** WHAT THE TASK REQUIRES **
Where in the records does the word "leaves" occur? Copy each line in which it does.

Saved data entries:
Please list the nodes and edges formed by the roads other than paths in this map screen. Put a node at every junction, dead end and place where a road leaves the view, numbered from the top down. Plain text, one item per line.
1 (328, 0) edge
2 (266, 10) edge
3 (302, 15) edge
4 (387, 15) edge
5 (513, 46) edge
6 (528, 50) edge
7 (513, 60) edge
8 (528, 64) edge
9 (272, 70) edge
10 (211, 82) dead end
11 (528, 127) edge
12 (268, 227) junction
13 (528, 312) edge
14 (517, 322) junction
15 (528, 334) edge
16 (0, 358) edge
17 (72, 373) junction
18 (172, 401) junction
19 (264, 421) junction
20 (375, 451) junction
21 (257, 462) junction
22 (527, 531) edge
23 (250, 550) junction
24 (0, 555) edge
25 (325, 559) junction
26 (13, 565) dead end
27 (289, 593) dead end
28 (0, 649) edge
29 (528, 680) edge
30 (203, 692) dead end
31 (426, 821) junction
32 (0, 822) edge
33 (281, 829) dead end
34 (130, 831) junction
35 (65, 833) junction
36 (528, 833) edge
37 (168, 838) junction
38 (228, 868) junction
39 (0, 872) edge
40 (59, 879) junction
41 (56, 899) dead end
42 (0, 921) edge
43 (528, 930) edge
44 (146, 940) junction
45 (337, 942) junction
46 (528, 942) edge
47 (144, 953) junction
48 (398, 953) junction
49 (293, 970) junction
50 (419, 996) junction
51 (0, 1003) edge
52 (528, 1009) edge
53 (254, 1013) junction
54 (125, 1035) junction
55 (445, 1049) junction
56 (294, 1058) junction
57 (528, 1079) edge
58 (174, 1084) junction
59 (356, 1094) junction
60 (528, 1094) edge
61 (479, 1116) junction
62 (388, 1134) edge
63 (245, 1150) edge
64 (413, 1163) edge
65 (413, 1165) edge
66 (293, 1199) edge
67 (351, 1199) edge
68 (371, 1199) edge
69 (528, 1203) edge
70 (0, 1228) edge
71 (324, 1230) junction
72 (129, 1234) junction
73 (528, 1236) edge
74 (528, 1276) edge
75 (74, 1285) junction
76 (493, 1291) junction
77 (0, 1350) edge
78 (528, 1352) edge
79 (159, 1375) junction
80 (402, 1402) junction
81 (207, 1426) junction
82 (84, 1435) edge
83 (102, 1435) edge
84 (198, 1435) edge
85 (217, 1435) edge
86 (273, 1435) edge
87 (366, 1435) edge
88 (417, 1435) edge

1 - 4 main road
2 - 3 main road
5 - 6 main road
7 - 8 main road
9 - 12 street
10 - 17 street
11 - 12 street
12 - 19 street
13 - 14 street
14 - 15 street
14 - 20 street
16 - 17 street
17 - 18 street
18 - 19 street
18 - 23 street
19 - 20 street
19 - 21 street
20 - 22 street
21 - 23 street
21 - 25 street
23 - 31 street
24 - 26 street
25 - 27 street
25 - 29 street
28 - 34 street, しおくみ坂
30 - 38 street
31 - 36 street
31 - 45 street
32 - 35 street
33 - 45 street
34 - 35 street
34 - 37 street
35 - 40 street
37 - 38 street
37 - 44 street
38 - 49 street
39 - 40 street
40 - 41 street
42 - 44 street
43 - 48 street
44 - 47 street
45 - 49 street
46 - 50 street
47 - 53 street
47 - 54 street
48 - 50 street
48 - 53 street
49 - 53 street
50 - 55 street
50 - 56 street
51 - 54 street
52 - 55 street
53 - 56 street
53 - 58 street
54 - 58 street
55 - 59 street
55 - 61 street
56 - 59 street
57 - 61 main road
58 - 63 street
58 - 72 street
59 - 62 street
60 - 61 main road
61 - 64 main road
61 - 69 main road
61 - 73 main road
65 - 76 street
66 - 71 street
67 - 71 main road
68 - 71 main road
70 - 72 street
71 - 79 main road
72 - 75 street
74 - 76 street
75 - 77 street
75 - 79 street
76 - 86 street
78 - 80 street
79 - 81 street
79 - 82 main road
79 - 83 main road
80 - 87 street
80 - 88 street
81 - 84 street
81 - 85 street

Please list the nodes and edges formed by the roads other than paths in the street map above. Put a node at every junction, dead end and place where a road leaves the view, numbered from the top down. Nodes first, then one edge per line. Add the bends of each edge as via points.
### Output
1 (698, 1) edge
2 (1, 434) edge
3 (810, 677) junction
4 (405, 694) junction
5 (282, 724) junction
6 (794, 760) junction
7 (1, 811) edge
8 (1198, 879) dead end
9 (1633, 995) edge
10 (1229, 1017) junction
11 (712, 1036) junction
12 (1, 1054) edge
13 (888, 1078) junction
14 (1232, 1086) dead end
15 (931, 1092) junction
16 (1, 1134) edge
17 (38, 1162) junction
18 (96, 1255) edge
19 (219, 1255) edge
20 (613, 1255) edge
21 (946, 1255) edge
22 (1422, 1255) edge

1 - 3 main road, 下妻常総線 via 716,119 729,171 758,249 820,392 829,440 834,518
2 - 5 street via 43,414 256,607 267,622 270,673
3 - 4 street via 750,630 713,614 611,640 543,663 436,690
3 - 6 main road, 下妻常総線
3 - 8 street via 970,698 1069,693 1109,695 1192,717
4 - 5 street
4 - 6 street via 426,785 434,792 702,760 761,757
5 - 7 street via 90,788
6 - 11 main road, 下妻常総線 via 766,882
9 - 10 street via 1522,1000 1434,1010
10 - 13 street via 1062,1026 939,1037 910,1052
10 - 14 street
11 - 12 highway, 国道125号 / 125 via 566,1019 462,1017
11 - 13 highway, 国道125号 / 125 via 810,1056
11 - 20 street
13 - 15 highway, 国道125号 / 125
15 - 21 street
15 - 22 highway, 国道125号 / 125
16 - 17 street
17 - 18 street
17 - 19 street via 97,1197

** WRITTEN SOLUTION **
Please list the nodes and edges formed by the roads other than paths in this map screen. Put a node at every junction, dead end and place where a road leaves the view, numbered from the top down. Plain text, one item per line.
Please list the nodes and edges formed by the roads other than paths in the street map above. Put a node at every junction, dead end and place where a road leaves the view, numbered from the top down. Nodes first, then one edge per line. Add the bends of each edge as via points.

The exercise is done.